Staccare la spina al Reddito di cittadinanza? L’Agenda Draghi non piaceva, ma il governo ne gestisce la continuità.

Governo Meloni si candida ad essere il primo a rischiare di perdere il consenso mantenendo le promesse elettorali. Tra migranti, invio di armi all’Ucraina, RDC, e superbonus, l’elettorato comincia a chiedersi se le scelte portate avanti dall’esecutivo siano le più convenienti per la cittadinanza, in questo periodo di grande sofferenza sociale.

Il

Danilo Campanella

Il governo lo aveva annunciato anche prima di insediarsi. Che non amassero il Reddito di cittadinanza (RDC) lo si vedeva subito, e buona parte degli italiani erano contrari a mantenerlo. Ai cittadini sono comprese naturalmente quelle aziende, nelle loro parti datoriali, che avevano fatica a reperire manodopera, agli attuali costi di mercato. Il Reddito di cittadinanza dopo appena quattro anni risultava una misura obsoleta, invisa e inadeguata al periodo di recessione. 

Non pochi servizi giornalistici hanno contribuito a delegittimarlo, mostrando coloro che si sono approfittati di questa misura, come anche l’inadeguato controllo nella gestione dello stesso. Tra il cancellarlo e il riformarlo, però, hanno preferito la seconda opzione. Si chiamerà probabilmente “Mia” e distinguerà i poveri in famiglie: quelle in cui ci sono persone occupabili e quelle in cui sono inoccupabili poiché, ad esempio, disabili. I nuclei familiari la cui situazione economica è al limite della povertà e avranno al loro interno almeno un individuo, un parente, con stipendio o pensione, dovranno trascinarsi anche gli altri?
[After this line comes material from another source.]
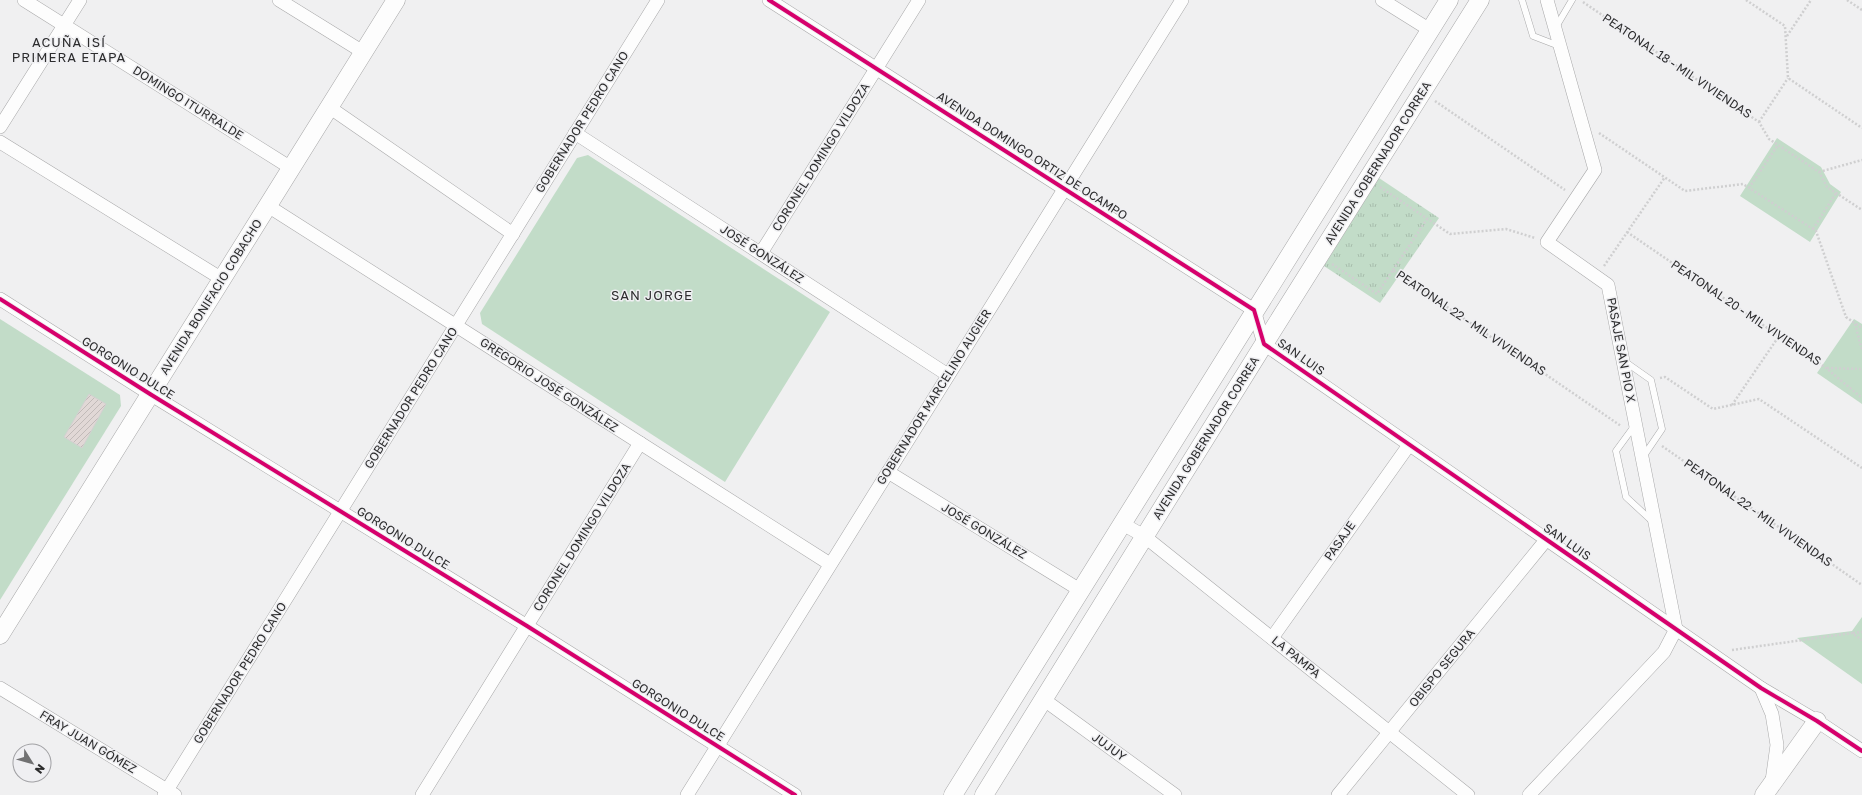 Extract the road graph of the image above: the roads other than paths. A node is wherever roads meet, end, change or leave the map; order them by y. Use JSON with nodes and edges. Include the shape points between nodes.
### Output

Comunque, nel ciclo tutto italiano tra illusione e delusione, il vecchio Reddito di cittadinanza verrà riformato, abbassando, di fatto, il bonus erogato (si parla di 375,00 euro) con un Isee non superiore a 7200,00 euro e rendendo più strette le maglie per riceverlo. Il Reddito di cittadinanza aveva almeno altre due funzioni, sottaciute, oltre la più nota evidente motivazione di sostenere i poveri: affrancare i giovani dalla malavita offrendo un’alternativa alle organizzazioni criminali; costringere le parti datoriali ad alzare le retribuzioni. Non c’è stato abbastanza tempo per realizzare il primo e non si è realizzato il secondo punto. Non siamo qui a giudicare una misura che poteva, doveva, essere riformata, senza però usare come parametro di modifica il risparmio. Attualmente, leggendo e ascoltando i Media, il governo in parte smentisce, in parte conferma. Nelle prossime settimane vedremo la direzione in cui andrà il provvedimento di revisione all’ RDC. 

Il Governo Meloni, nonostante il suo impegno nel sorreggere le masse popolari, fa’ i conti con la necessità di restare fedele all’agenda precedente, tracciata dal Governo Draghi: una strada in cui l’esigenza di far quadrare i conti dello Stato rappresenta la bussola principale, nonostante sia ancora viva la questione salariale nazionale. Tanto che, fino a poco tempo fa, si parlava di salario minimo; un’idea forse discutibile, nella sua attuazione, e comunque lasciata nel dimenticatoio. Tuttavia, il caso del Reddito di cittadinanza, erogato dal marzo 2019, ed ora probabilmente riformato ma rendendolo, di fatto, inutile, testimonia ancora una volta un elemento importante, peculiare del nostro Paese: debito e spesa pubblica in Italia non consentono di fare qualunque cosa. Un’evidenza che, spero, verrà tenuta in contro dalla cittadinanza, anche nelle prossime elezioni, quando l’ennesimo imbonitore di piazza strillerà dal suo megafono la promessa elettorale del momento. Visti i pregressi, non sognate. Anche per questo, pare, servono i soldi.